With the arrival of Spring, bud break in the vineyard marks the transition from winter’s quiet dormancy to that unique awakening which begins another growing season.
As dormant buds push forth shoots, one of the most important vineyard tasks becomes that of shoot thinning, a process whereby selected vine shoots are removed in order to concentrate the vine’s energies into those desired remaining shoots which have been left on the vine.
Other benefits of shoot thinning include improved air flow among the clusters aiding in prevention of disease, and the creation of spatial openings for filtered light to better hit clusters thus promoting better color development and uniform ripening.

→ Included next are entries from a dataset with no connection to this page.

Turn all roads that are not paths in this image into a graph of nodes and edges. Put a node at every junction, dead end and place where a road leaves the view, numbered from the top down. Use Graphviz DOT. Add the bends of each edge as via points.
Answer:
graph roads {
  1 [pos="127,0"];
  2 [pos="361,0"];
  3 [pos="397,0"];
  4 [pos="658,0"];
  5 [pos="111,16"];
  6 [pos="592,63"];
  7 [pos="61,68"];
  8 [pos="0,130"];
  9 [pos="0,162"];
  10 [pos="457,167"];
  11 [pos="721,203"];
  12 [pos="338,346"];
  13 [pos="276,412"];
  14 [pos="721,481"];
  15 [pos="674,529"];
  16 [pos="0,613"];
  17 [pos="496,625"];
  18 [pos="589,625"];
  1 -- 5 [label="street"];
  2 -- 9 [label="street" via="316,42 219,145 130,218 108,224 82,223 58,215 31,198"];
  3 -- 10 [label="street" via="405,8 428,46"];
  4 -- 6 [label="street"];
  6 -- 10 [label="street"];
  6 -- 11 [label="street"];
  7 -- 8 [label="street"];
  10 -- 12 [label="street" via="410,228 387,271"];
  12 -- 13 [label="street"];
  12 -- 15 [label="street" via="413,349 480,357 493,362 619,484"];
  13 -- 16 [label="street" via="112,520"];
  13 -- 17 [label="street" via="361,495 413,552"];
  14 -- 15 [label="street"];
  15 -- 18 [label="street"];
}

Though all of this may sound like easy work, shoot thinning demands trained hands and a lot of informed decision-making: is the shoot growing in a wrong direction, for example, down toward the ground? Is it fruitless? Which shoots are competing for growing space? And, which shoots have the potential to function as next year’s spur position?
As you might imagine, manual shoot thinning can be time and labor intensive and vineyard managers may need to hire additional help to accomplish it – especially considering that sometimes, depending upon weather and if additional buds push shoots after the first thinning pass, shoot thinning may need to be done twice…Yikes !
As if vineyard maintenance, seasonal care, pruning, vine training, nutrient management, planting, grafting, irrigation, weed control weren’t enough to worry about … now we need to find the right team players for a second round of shoot thinning???
In the end, it’s all about keeping the vine in balance. That is to say, the vine will happily produce more shoots than it can support with quality fruit. The extra, unwanted shoots steal energy and nutrients from the vine. Through shoot thinning, the vine’s energy and nutrients are redirected to provide only for those shoots selected during the thinning process to remain on the vine.
From vineyard to cellar, there are many decisions along the way that impact the Quality vs Quantity debate, but, as has been said many times… good wine begins in the vineyard.